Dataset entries
------------

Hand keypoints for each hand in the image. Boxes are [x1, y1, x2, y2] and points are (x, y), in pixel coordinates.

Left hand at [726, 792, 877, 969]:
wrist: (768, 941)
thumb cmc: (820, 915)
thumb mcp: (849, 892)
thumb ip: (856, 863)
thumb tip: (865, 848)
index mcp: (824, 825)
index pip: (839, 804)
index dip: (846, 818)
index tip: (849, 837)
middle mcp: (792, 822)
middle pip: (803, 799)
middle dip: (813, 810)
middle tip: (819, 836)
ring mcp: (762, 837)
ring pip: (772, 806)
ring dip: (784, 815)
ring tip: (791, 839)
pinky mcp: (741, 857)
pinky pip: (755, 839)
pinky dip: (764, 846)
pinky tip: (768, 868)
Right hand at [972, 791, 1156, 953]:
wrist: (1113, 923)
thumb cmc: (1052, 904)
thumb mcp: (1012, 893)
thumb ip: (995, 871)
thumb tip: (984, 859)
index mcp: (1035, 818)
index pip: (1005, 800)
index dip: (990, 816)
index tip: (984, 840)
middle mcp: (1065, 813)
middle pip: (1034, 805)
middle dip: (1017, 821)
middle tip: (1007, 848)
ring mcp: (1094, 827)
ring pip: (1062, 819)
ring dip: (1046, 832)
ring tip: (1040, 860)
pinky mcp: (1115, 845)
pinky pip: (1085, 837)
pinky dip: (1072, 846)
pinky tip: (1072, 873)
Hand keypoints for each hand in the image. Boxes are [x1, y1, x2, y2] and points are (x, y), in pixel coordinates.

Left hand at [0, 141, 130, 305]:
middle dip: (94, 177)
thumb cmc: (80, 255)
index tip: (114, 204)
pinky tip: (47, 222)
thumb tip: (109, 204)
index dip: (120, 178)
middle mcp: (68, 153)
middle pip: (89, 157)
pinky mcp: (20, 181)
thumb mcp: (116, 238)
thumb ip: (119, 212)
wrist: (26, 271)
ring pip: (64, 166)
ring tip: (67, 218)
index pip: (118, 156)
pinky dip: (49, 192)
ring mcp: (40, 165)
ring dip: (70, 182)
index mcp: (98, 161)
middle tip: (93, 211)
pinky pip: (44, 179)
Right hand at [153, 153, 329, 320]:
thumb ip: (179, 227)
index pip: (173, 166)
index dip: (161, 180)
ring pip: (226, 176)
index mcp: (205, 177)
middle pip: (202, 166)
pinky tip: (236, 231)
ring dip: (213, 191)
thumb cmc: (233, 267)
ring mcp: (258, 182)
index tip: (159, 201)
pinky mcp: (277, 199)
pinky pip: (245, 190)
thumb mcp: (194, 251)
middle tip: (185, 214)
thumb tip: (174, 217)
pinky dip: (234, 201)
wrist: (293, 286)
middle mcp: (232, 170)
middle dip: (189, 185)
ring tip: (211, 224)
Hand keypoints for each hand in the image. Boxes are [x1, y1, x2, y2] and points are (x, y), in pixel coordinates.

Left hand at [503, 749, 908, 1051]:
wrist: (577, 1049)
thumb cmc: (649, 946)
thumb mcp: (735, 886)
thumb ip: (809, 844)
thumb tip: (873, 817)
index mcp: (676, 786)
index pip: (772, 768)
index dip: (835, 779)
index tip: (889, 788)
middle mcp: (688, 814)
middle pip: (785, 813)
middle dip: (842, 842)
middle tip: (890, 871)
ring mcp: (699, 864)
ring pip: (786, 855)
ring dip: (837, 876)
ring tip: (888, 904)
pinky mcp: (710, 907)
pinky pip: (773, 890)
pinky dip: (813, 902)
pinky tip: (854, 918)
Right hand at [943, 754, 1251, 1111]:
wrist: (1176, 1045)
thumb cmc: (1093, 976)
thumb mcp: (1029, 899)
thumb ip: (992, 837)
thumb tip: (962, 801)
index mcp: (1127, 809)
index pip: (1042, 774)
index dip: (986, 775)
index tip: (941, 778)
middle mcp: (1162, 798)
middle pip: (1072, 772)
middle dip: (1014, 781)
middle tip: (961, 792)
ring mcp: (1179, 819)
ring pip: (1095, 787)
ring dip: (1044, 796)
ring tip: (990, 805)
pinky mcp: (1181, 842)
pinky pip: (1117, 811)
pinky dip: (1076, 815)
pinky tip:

------------

» **Your goal**
So that the data stays intact, repeat all of it exactly.

» **Answer section**
Hand keypoints for each hand in the image. Boxes are [x1, y1, x2, y2] and points are (x, y), in pixel coordinates.

Left hand at [726, 792, 877, 969]:
wrist: (768, 941)
thumb cmc: (820, 915)
thumb mcp: (849, 892)
thumb ip: (856, 863)
thumb tip: (865, 848)
index mcp: (824, 825)
index pip: (839, 804)
index dip: (846, 818)
index tip: (849, 837)
middle mcp: (792, 822)
middle pip: (803, 799)
middle dip: (813, 810)
middle tip: (819, 836)
ring mcp: (762, 837)
ring pip: (772, 806)
ring dip: (784, 815)
ring tip: (791, 839)
pinky mcp: (741, 857)
pinky pip: (755, 839)
pinky dip: (764, 846)
pinky tip: (768, 868)
Right hand at [972, 791, 1156, 953]:
wrist: (1113, 923)
thumb cmc: (1052, 904)
thumb mcp: (1012, 893)
thumb ip: (995, 871)
thumb tip: (984, 859)
index mcp: (1035, 818)
index pip: (1005, 800)
index dip: (990, 816)
index tip: (984, 840)
middle mcp: (1065, 813)
middle pip: (1034, 805)
middle dip: (1017, 821)
middle tip: (1007, 848)
ring mcp: (1094, 827)
ring pip: (1062, 819)
ring dip: (1046, 832)
ring tip: (1040, 860)
pinky mcp: (1115, 845)
pinky pip: (1085, 837)
pinky dip: (1072, 846)
pinky tip: (1072, 873)
Hand keypoints for each hand in the image. Boxes are [x1, y1, x2, y2] and points are (x, y), in pixel coordinates.

Left hand at [0, 141, 130, 305]:
middle dip: (94, 177)
thumb cmc: (80, 255)
index tip: (114, 204)
pinky tip: (47, 222)
thumb tip: (109, 204)
index dip: (120, 178)
middle mcp: (68, 153)
middle pip: (89, 157)
pinky mcp: (20, 181)
thumb mcp: (116, 238)
thumb ip: (119, 212)
wrist: (26, 271)
ring pip: (64, 166)
ring tip: (67, 218)
index pip: (118, 156)
pinky dip: (49, 192)
ring mcp: (40, 165)
ring dip: (70, 182)
index mcp: (98, 161)
middle tip: (93, 211)
pinky pip: (44, 179)
Right hand at [153, 153, 329, 320]:
thumb ip: (179, 227)
index pip: (173, 166)
index dip: (161, 180)
ring pip: (226, 176)
index mcp: (205, 177)
middle pip: (202, 166)
pinky tip: (236, 231)
ring dip: (213, 191)
thumb cmc: (233, 267)
ring mcp: (258, 182)
index tip: (159, 201)
pinky mcp: (277, 199)
pinky pip: (245, 190)
thumb mcp: (194, 251)
middle tip: (185, 214)
thumb tip: (174, 217)
pinky dip: (234, 201)
wrist: (293, 286)
middle mcp: (232, 170)
middle dip: (189, 185)
ring tip: (211, 224)
Hand keypoints for each hand in the image. Boxes are [x1, y1, x2, y2] and points are (x, y), in pixel coordinates.

Left hand at [503, 749, 908, 1051]:
wrist: (577, 1049)
thumb cmc: (649, 946)
thumb mcp: (735, 886)
thumb ip: (809, 844)
thumb tip: (873, 817)
index mcp: (676, 786)
index pip: (772, 768)
index dip: (835, 779)
index tip: (889, 788)
middle mcp: (688, 814)
middle pip: (785, 813)
middle dip: (842, 842)
middle tip: (890, 871)
ring mcp: (699, 864)
ring pip: (786, 855)
ring dip: (837, 876)
ring tip: (888, 904)
pinky mcp: (710, 907)
pinky pip: (773, 890)
pinky dip: (813, 902)
pinky tip: (854, 918)
Right hand at [943, 754, 1251, 1111]:
wrist: (1176, 1045)
thumb cmc: (1093, 976)
thumb mcp: (1029, 899)
thumb ip: (992, 837)
thumb tip: (962, 801)
index mcp: (1127, 809)
index pip: (1042, 774)
index dip: (986, 775)
index tip: (941, 778)
middle mcp: (1162, 798)
middle pip: (1072, 772)
middle dip: (1014, 781)
middle tip: (961, 792)
ring mcp: (1179, 819)
ring pip: (1095, 787)
ring dip: (1044, 796)
ring tip: (990, 805)
pinky mcp: (1181, 842)
pinky pip: (1117, 811)
pinky dip: (1076, 815)
pinky tip:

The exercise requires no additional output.